The political “problématique remains“

But the financial aid was no support to end the waste management policy difficulties. In October 2016, Mohammad Machnouk wrote: “In the absence of a formally adopt­ed law for Integrated Solid Waste Management, initially proposed by the Ministry of Environment in 2005 and forwarded to the Parliament in 2012, the problématique remains a shared responsibility between a number of concerned ministries and administrations.“ Or in the words of the Deutsche Welle, appraised at the end of December 2016: “The Government has not yet found a political solution.“ The public was enraged. Already in 2013, a country report denoted that inspite of some campaigns and implementations of solid waste management facilities the public was highly suspicious about such facilities, had not perceived positive outcome and could not identify direct benefits from participation.

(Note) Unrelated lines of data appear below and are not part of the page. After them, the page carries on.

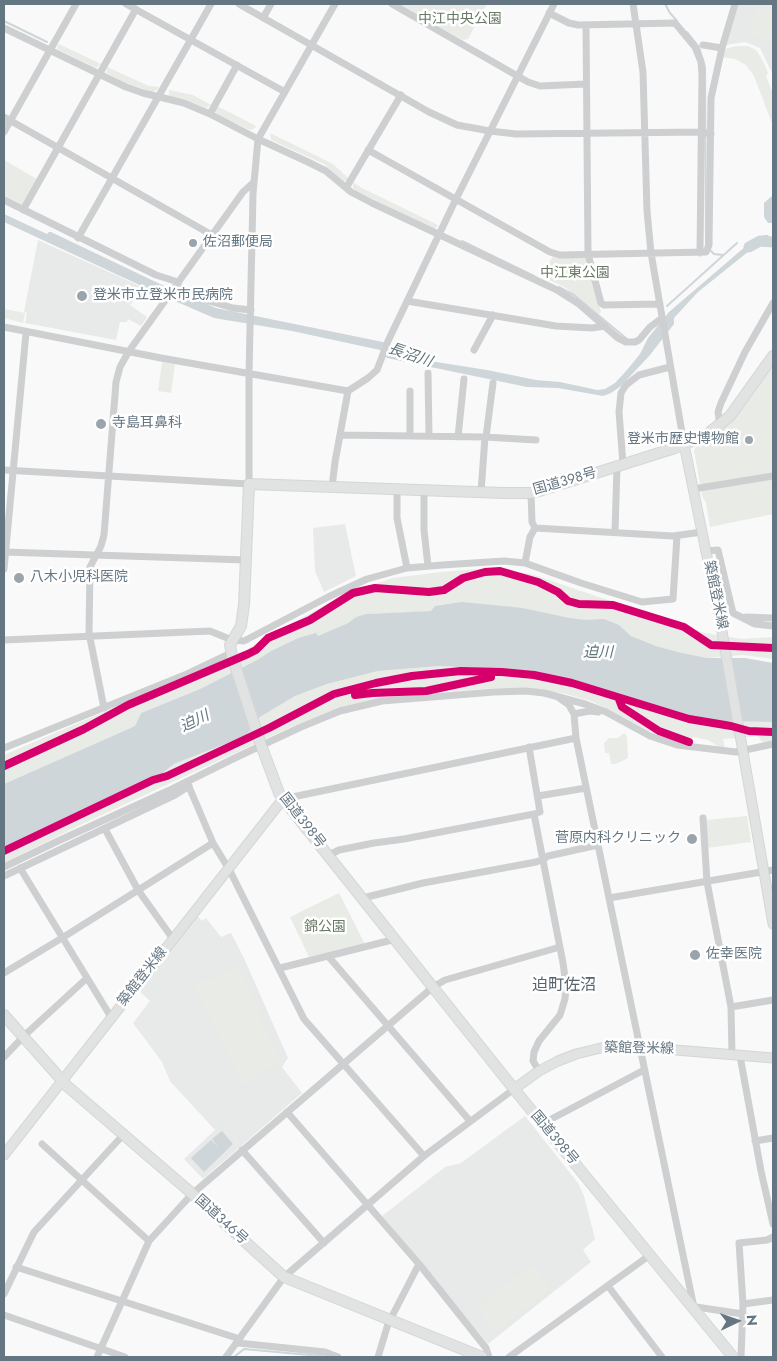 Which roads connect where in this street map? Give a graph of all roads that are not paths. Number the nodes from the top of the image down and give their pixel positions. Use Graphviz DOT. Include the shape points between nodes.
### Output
graph roads {
  1 [pos="76,4"];
  2 [pos="126,4"];
  3 [pos="211,4"];
  4 [pos="239,4"];
  5 [pos="271,4"];
  6 [pos="335,4"];
  7 [pos="392,4"];
  8 [pos="554,4"];
  9 [pos="633,4"];
  10 [pos="735,4"];
  11 [pos="136,9"];
  12 [pos="549,13"];
  13 [pos="264,18"];
  14 [pos="637,23"];
  15 [pos="586,25"];
  16 [pos="4,28"];
  17 [pos="191,39"];
  18 [pos="312,45"];
  19 [pos="703,45"];
  20 [pos="722,48"];
  21 [pos="49,49"];
  22 [pos="237,65"];
  23 [pos="99,74"];
  24 [pos="518,76"];
  25 [pos="586,84"];
  26 [pos="284,92"];
  27 [pos="400,95"];
  28 [pos="158,97"];
  29 [pos="210,114"];
  30 [pos="7,119"];
  31 [pos="490,131"];
  32 [pos="4,132"];
  33 [pos="702,132"];
  34 [pos="587,133"];
  35 [pos="644,133"];
  36 [pos="711,134"];
  37 [pos="258,139"];
  38 [pos="58,148"];
  39 [pos="368,150"];
  40 [pos="112,178"];
  41 [pos="254,182"];
  42 [pos="346,188"];
  43 [pos="456,199"];
  44 [pos="4,200"];
  45 [pos="23,210"];
  46 [pos="439,234"];
  47 [pos="212,235"];
  48 [pos="78,238"];
  49 [pos="705,250"];
  50 [pos="652,253"];
  51 [pos="588,254"];
  52 [pos="176,284"];
  53 [pos="407,300"];
  54 [pos="773,303"];
  55 [pos="660,304"];
  56 [pos="251,312"];
  57 [pos="493,315"];
  58 [pos="662,318"];
  59 [pos="605,326"];
  60 [pos="4,327"];
  61 [pos="26,332"];
  62 [pos="474,350"];
  63 [pos="129,351"];
  64 [pos="773,356"];
  65 [pos="670,367"];
  66 [pos="428,373"];
  67 [pos="249,374"];
  68 [pos="464,379"];
  69 [pos="493,383"];
  70 [pos="348,391"];
  71 [pos="410,391"];
  72 [pos="720,426"];
  73 [pos="340,435"];
  74 [pos="410,436"];
  75 [pos="429,436"];
  76 [pos="458,436"];
  77 [pos="486,437"];
  78 [pos="536,440"];
  79 [pos="684,444"];
  80 [pos="620,465"];
  81 [pos="4,470"];
  82 [pos="13,471"];
  83 [pos="108,475"];
  84 [pos="773,476"];
  85 [pos="249,484"];
  86 [pos="332,487"];
  87 [pos="397,489"];
  88 [pos="693,489"];
  89 [pos="424,490"];
  90 [pos="481,492"];
  91 [pos="531,493"];
  92 [pos="535,528"];
  93 [pos="616,532"];
  94 [pos="702,532"];
  95 [pos="677,536"];
  96 [pos="706,551"];
  97 [pos="4,553"];
  98 [pos="96,556"];
  99 [pos="246,560"];
  100 [pos="526,563"];
  101 [pos="428,566"];
  102 [pos="407,568"];
  103 [pos="4,569"];
  104 [pos="744,617"];
  105 [pos="773,618"];
  106 [pos="773,626"];
  107 [pos="90,636"];
  108 [pos="4,640"];
  109 [pos="235,640"];
  110 [pos="232,656"];
  111 [pos="556,696"];
  112 [pos="104,708"];
  113 [pos="606,712"];
  114 [pos="574,714"];
  115 [pos="576,738"];
  116 [pos="4,741"];
  117 [pos="773,744"];
  118 [pos="261,745"];
  119 [pos="4,748"];
  120 [pos="529,748"];
  121 [pos="744,751"];
  122 [pos="188,784"];
  123 [pos="586,788"];
  124 [pos="538,796"];
  125 [pos="283,799"];
  126 [pos="534,814"];
  127 [pos="703,818"];
  128 [pos="104,828"];
  129 [pos="213,843"];
  130 [pos="598,845"];
  131 [pos="329,855"];
  132 [pos="544,859"];
  133 [pos="4,867"];
  134 [pos="20,868"];
  135 [pos="228,869"];
  136 [pos="773,870"];
  137 [pos="764,872"];
  138 [pos="4,876"];
  139 [pos="707,882"];
  140 [pos="138,890"];
  141 [pos="363,898"];
  142 [pos="609,898"];
  143 [pos="773,924"];
  144 [pos="62,938"];
  145 [pos="173,939"];
  146 [pos="396,939"];
  147 [pos="560,947"];
  148 [pos="328,956"];
  149 [pos="280,968"];
  150 [pos="4,973"];
  151 [pos="87,978"];
  152 [pos="433,987"];
  153 [pos="773,1000"];
  154 [pos="731,1007"];
  155 [pos="4,1015"];
  156 [pos="111,1017"];
  157 [pos="388,1025"];
  158 [pos="24,1037"];
  159 [pos="639,1047"];
  160 [pos="736,1056"];
  161 [pos="4,1057"];
  162 [pos="773,1058"];
  163 [pos="342,1064"];
  164 [pos="644,1070"];
  165 [pos="539,1071"];
  166 [pos="62,1082"];
  167 [pos="514,1089"];
  168 [pos="287,1112"];
  169 [pos="470,1121"];
  170 [pos="542,1124"];
  171 [pos="124,1134"];
  172 [pos="773,1138"];
  173 [pos="755,1141"];
  174 [pos="42,1144"];
  175 [pos="242,1150"];
  176 [pos="4,1155"];
  177 [pos="424,1156"];
  178 [pos="82,1180"];
  179 [pos="192,1194"];
  180 [pos="367,1205"];
  181 [pos="773,1224"];
  182 [pos="773,1237"];
  183 [pos="149,1241"];
  184 [pos="324,1243"];
  185 [pos="650,1255"];
  186 [pos="419,1264"];
  187 [pos="16,1267"];
  188 [pos="284,1277"];
  189 [pos="608,1286"];
  190 [pos="4,1294"];
  191 [pos="773,1300"];
  192 [pos="123,1302"];
  193 [pos="743,1304"];
  194 [pos="692,1307"];
  195 [pos="743,1314"];
  196 [pos="4,1315"];
  197 [pos="390,1320"];
  198 [pos="239,1341"];
  199 [pos="101,1349"];
  200 [pos="97,1357"];
  201 [pos="125,1357"];
  202 [pos="226,1357"];
  203 [pos="338,1357"];
  204 [pos="378,1357"];
  205 [pos="482,1357"];
  206 [pos="489,1357"];
  207 [pos="509,1357"];
  208 [pos="662,1357"];
  209 [pos="733,1357"];
  210 [pos="741,1357"];
  1 -- 21 [label="street"];
  2 -- 11 [label="street"];
  3 -- 17 [label="street"];
  4 -- 13 [label="street"];
  5 -- 13 [label="street"];
  6 -- 18 [label="street"];
  7 -- 24 [label="street"];
  8 -- 12 [label="street"];
  9 -- 14 [label="street"];
  10 -- 20 [label="street"];
  11 -- 17 [label="street"];
  11 -- 23 [label="street"];
  12 -- 15 [label="street" via="569,23"];
  12 -- 24 [label="street"];
  13 -- 18 [label="street"];
  14 -- 15 [label="street"];
  14 -- 33 [label="street" via="675,23 696,47 702,75"];
  14 -- 35 [label="street"];
  15 -- 25 [label="street"];
  16 -- 21 [label="street"];
  17 -- 22 [label="street"];
  17 -- 28 [label="street"];
  18 -- 26 [label="street"];
  18 -- 27 [label="street"];
  19 -- 20 [label="street"];
  20 -- 36 [label="street" via="711,98"];
  21 -- 23 [label="street"];
  21 -- 30 [label="street"];
  22 -- 26 [label="street"];
  22 -- 29 [label="street"];
  23 -- 28 [label="street"];
  23 -- 38 [label="street"];
  24 -- 25 [label="street" via="540,86"];
  24 -- 31 [label="street"];
  25 -- 34 [label="street"];
  26 -- 37 [label="street"];
  27 -- 31 [label="street" via="447,121"];
  27 -- 39 [label="street"];
  28 -- 29 [label="street"];
  28 -- 40 [label="street"];
  29 -- 37 [label="street"];
  30 -- 32 [label="street"];
  30 -- 38 [label="street"];
  31 -- 34 [label="street"];
  31 -- 43 [label="street"];
  33 -- 35 [label="street"];
  33 -- 36 [label="street"];
  33 -- 49 [label="street"];
  34 -- 35 [label="street"];
  34 -- 51 [label="street"];
  35 -- 50 [label="street"];
  36 -- 49 [label="street"];
  37 -- 41 [label="street"];
  37 -- 42 [label="street" via="326,171"];
  38 -- 40 [label="street"];
  38 -- 45 [label="street"];
  39 -- 42 [label="street"];
  39 -- 43 [label="street"];
  40 -- 47 [label="street"];
  40 -- 48 [label="street"];
  41 -- 47 [label="street"];
  41 -- 56 [label="street"];
  42 -- 46 [label="street"];
  43 -- 46 [label="street"];
  43 -- 51 [label="street" via="550,252"];
  44 -- 45 [label="street"];
  45 -- 48 [label="street"];
  46 -- 53 [label="street"];
  46 -- 59 [label="street" via="557,290"];
  47 -- 52 [label="street"];
  48 -- 52 [label="street"];
  49 -- 50 [label="street"];
  50 -- 51 [label="street"];
  50 -- 55 [label="street"];
  51 -- 55 [label="street" via="601,303"];
  52 -- 56 [label="street" via="202,298"];
  52 -- 63 [label="street"];
  53 -- 57 [label="street"];
  53 -- 70 [label="street" via="375,372"];
  54 -- 72 [label="street" via="721,403 718,412"];
  55 -- 58 [label="street"];
  56 -- 67 [label="street"];
  57 -- 59 [label="street" via="556,326"];
  57 -- 62 [label="street"];
  58 -- 59 [label="street" via="635,342 618,338"];
  58 -- 65 [label="street"];
  60 -- 61 [label="street"];
  61 -- 63 [label="street"];
  61 -- 82 [label="street"];
  63 -- 67 [label="street"];
  63 -- 83 [label="street" via="116,382"];
  64 -- 72 [label="highway, 国道398号" via="742,402"];
  65 -- 79 [label="street"];
  65 -- 80 [label="street" via="639,375 621,393"];
  66 -- 75 [label="street"];
  67 -- 70 [label="street"];
  67 -- 85 [label="street"];
  68 -- 76 [label="street"];
  69 -- 77 [label="street"];
  70 -- 73 [label="street"];
  71 -- 74 [label="street"];
  72 -- 79 [label="highway, 国道398号"];
  73 -- 74 [label="street"];
  73 -- 86 [label="street"];
  74 -- 75 [label="street"];
  75 -- 76 [label="street"];
  76 -- 77 [label="street"];
  77 -- 78 [label="street"];
  77 -- 90 [label="street"];
  79 -- 80 [label="highway, 国道398号"];
  79 -- 88 [label="main road, 築館登米線"];
  80 -- 91 [label="highway, 国道398号"];
  80 -- 93 [label="street"];
  81 -- 82 [label="street"];
  82 -- 83 [label="street"];
  82 -- 97 [label="street"];
  83 -- 85 [label="street"];
  83 -- 98 [label="street" via="104,535"];
  84 -- 88 [label="street"];
  85 -- 86 [label="highway, 国道398号"];
  85 -- 99 [label="highway, 国道398号"];
  86 -- 87 [label="highway, 国道398号"];
  87 -- 89 [label="highway, 国道398号"];
  87 -- 102 [label="street" via="398,518"];
  88 -- 94 [label="main road, 築館登米線"];
  89 -- 90 [label="highway, 国道398号"];
  89 -- 101 [label="street"];
  90 -- 91 [label="highway, 国道398号"];
  91 -- 92 [label="street"];
  92 -- 93 [label="street"];
  92 -- 100 [label="street" via="530,537"];
  93 -- 95 [label="street"];
  94 -- 95 [label="street"];
  94 -- 96 [label="main road, 築館登米線"];
  95 -- 100 [label="street" via="673,599 642,602"];
  96 -- 104 [label="street" via="718,550 731,609 737,616"];
  96 -- 121 [label="main road, 築館登米線"];
  97 -- 98 [label="street"];
  97 -- 103 [label="street"];
  98 -- 99 [label="street"];
  98 -- 107 [label="street" via="90,567"];
  99 -- 109 [label="highway, 国道398号" via="241,626"];
  100 -- 101 [label="street" via="504,561"];
  101 -- 102 [label="street"];
  102 -- 109 [label="street" via="367,579 248,639"];
  104 -- 105 [label="street"];
  104 -- 106 [label="street" via="755,624"];
  107 -- 108 [label="street"];
  107 -- 109 [label="street" via="210,631"];
  107 -- 112 [label="street"];
  109 -- 110 [label="highway, 国道398号" via="230,645"];
  110 -- 112 [label="street" via="227,655"];
  110 -- 118 [label="highway, 国道398号"];
  111 -- 113 [label="street"];
  111 -- 114 [label="street"];
  111 -- 118 [label="street" via="526,691 382,701 340,711"];
  112 -- 119 [label="street"];
  113 -- 114 [label="street"];
  113 -- 121 [label="street" via="666,742 686,747"];
  114 -- 115 [label="street"];
  115 -- 120 [label="street"];
  115 -- 123 [label="street"];
  116 -- 119 [label="street"];
  117 -- 121 [label="street"];
  118 -- 122 [label="street"];
  118 -- 125 [label="highway, 国道398号"];
  120 -- 124 [label="street"];
  120 -- 125 [label="street"];
  121 -- 137 [label="main road, 築館登米線"];
  122 -- 128 [label="street" via="175,795"];
  122 -- 129 [label="street"];
  122 -- 133 [label="street" via="100,820"];
  123 -- 124 [label="street"];
  123 -- 130 [label="street"];
  124 -- 126 [label="street" via="540,812"];
  125 -- 131 [label="highway, 国道398号"];
  125 -- 135 [label="main road, 築館登米線"];
  126 -- 131 [label="street" via="374,842"];
  126 -- 132 [label="street"];
  127 -- 139 [label="street"];
  128 -- 134 [label="street"];
  128 -- 140 [label="street"];
  129 -- 135 [label="street"];
  129 -- 140 [label="street"];
  130 -- 132 [label="street"];
  130 -- 142 [label="street"];
  131 -- 141 [label="highway, 国道398号"];
  132 -- 141 [label="street"];
  132 -- 147 [label="street"];
  134 -- 138 [label="street"];
  134 -- 144 [label="street"];
  135 -- 145 [label="main road, 築館登米線"];
  135 -- 149 [label="street"];
  136 -- 137 [label="street"];
  137 -- 139 [label="street"];
  137 -- 143 [label="main road, 築館登米線"];
  139 -- 142 [label="street"];
  139 -- 154 [label="street"];
  140 -- 144 [label="street"];
  140 -- 145 [label="street"];
  141 -- 146 [label="highway, 国道398号"];
  142 -- 159 [label="street"];
  144 -- 150 [label="street"];
  144 -- 151 [label="street"];
  145 -- 156 [label="main road, 築館登米線"];
  146 -- 148 [label="street"];
  146 -- 152 [label="highway, 国道398号"];
  147 -- 152 [label="street" via="445,980"];
  147 -- 165 [label="street" via="565,999 556,1021 534,1052 533,1061"];
  148 -- 149 [label="street"];
  148 -- 157 [label="street"];
  149 -- 163 [label="street" via="304,1019"];
  151 -- 156 [label="street"];
  151 -- 158 [label="street"];
  152 -- 157 [label="street"];
  152 -- 167 [label="highway, 国道398号"];
  153 -- 154 [label="street"];
  154 -- 160 [label="street"];
  155 -- 158 [label="highway, 国道346号"];
  156 -- 166 [label="main road, 築館登米線"];
  157 -- 163 [label="street"];
  157 -- 169 [label="street"];
  158 -- 161 [label="street"];
  158 -- 166 [label="highway, 国道346号"];
  159 -- 160 [label="main road, 築館登米線"];
  159 -- 164 [label="street"];
  159 -- 165 [label="main road, 築館登米線" via="591,1049"];
  160 -- 162 [label="main road, 築館登米線"];
  160 -- 173 [label="street"];
  163 -- 168 [label="street"];
  163 -- 177 [label="street"];
  164 -- 170 [label="street"];
  164 -- 194 [label="street"];
  165 -- 167 [label="main road, 築館登米線"];
  166 -- 171 [label="highway, 国道346号"];
  166 -- 176 [label="main road, 築館登米線"];
  167 -- 169 [label="street"];
  167 -- 170 [label="highway, 国道398号"];
  168 -- 175 [label="street"];
  168 -- 180 [label="street"];
  169 -- 177 [label="street"];
  170 -- 185 [label="highway, 国道398号"];
  171 -- 178 [label="street"];
  171 -- 179 [label="highway, 国道346号"];
  172 -- 173 [label="street"];
  173 -- 181 [label="street"];
  174 -- 178 [label="street"];
  175 -- 179 [label="street"];
  175 -- 184 [label="street"];
  177 -- 180 [label="street"];
  178 -- 183 [label="street"];
  178 -- 187 [label="street" via="34,1232"];
  179 -- 183 [label="street"];
  179 -- 188 [label="highway, 国道346号"];
  180 -- 184 [label="street"];
  180 -- 186 [label="street"];
  182 -- 193 [label="street" via="738,1243"];
  183 -- 192 [label="street"];
  184 -- 188 [label="street"];
  185 -- 189 [label="street"];
  185 -- 194 [label="highway, 国道398号"];
  186 -- 197 [label="street"];
  186 -- 206 [label="street" via="486,1348"];
  187 -- 190 [label="street"];
  187 -- 192 [label="street"];
  188 -- 197 [label="highway, 国道346号"];
  188 -- 198 [label="street"];
  189 -- 207 [label="street"];
  189 -- 208 [label="street"];
  191 -- 193 [label="street"];
  192 -- 198 [label="street"];
  192 -- 199 [label="street"];
  193 -- 195 [label="street"];
  194 -- 195 [label="street"];
  194 -- 209 [label="highway, 国道398号"];
  195 -- 210 [label="street"];
  196 -- 199 [label="street"];
  197 -- 204 [label="street"];
  197 -- 205 [label="highway, 国道346号"];
  198 -- 202 [label="street"];
  198 -- 203 [label="street" via="325,1352"];
  199 -- 200 [label="street"];
  199 -- 201 [label="street"];
} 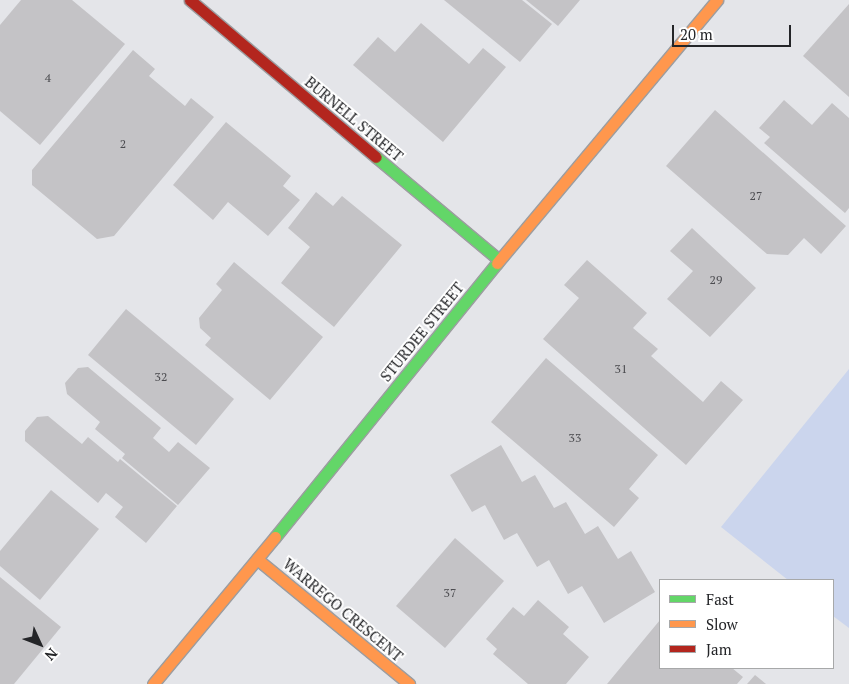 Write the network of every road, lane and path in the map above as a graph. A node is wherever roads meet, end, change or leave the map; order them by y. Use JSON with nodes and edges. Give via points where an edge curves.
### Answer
{"nodes":[{"id":1,"x":190,"y":0,"type":"edge"},
{"id":2,"x":717,"y":0,"type":"edge"},
{"id":3,"x":499,"y":260,"type":"junction"},
{"id":4,"x":257,"y":559,"type":"junction"},
{"id":5,"x":153,"y":684,"type":"edge"},
{"id":6,"x":408,"y":684,"type":"edge"}],
"edges":[{"from":1,"to":3,"type":"street","name":"BURNELL STREET"},
{"from":2,"to":3,"type":"street","name":"STURDEE STREET"},
{"from":3,"to":4,"type":"street","name":"STURDEE STREET"},
{"from":4,"to":5,"type":"street","name":"STURDEE STREET"},
{"from":4,"to":6,"type":"street","name":"WARREGO CRESCENT"}]}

In 2015, thousands of people demonstrated against the waste policy or took part in actions against incinerators and for zero waste. “We in Lebanon are fully capable of managing our own waste through minimization programs and safe domestic recycling“, stated Naji Kodeih of Lebanese environmental organization IndyACT. Civil organizations took hold of solving the garbage problem themselves and stand for the device: “We are merging two problems into a solution – the waste crises and the refugee crisis“. And Cedar Environmental of engineer Ziad Abi Chaker deliveres zero-waste-plants that treat waste for 58 Euro per ton whereas Sukleen took 122 Euro per ton. Abi Chaker: “The only way to convince the government of recycling is to present results that make economically sense.“

The situation is messy, solutions rare and proposals cheap. Karim Hammoud, deputy general manager at privately funded company IBC, for example was sure that Lebanon needs almost four or five more companies similar to IBC and estimated the initial capital required to build a single company with a capacity of 500 tons to be 37.7 million Euro at a return of the investment of 20 percent. SweepNet in cooperation with the German association for international collaboration urged financial support – sustainable and including a cost recovery plan to secure that the facilities will be operational: “Make use of all the funds and loans provided to the municipalities from various donors like the EU, USAID, YMCA, World Bank, etc., in an orderly manner compatible with the local needs and priorities.“ In 2014, the U.S. Department of State was convinced that Lebanon offers tremendous opportunities in energy-related sectors and “is keen to attract U.S. investment because of its state-of-the-art capabilities in technology, know-how and competitiveness“, as the country “traditionally has remained open to foreign direct investment“.

Investment company Bloominvest reminds of introducing a tax on every ton of material landfilled to give waste processing companies the incentive to look for other methods such as incinerating and recycling. The Solid Waste Management Task Force at Beirut demands a municipal solid waste management roadmap requiring an effort from all stakeholders including government institutions, local authorities, recycling companies, non-governmental organizations, farmers, commercial institutions, and service users. And the Investment Development Authority of Lebanon prefers the adoption of a zero waste strategy in Lebanon that can generate 127.7 million Euro over a period of 20 years: “This can be achieved through investments in web-based recycling platforms and waste-to-energy technologies.“

However: It is predictable that waste generation in Lebanon will grow. Some figures indicate a growth to 2.4 million tons by 2035, some predict 3 million tons exclusive of the Syrian refugees already in 2020. Anyway this seems to be too much for a country that is scarce in land disposal and minimal cost recovery.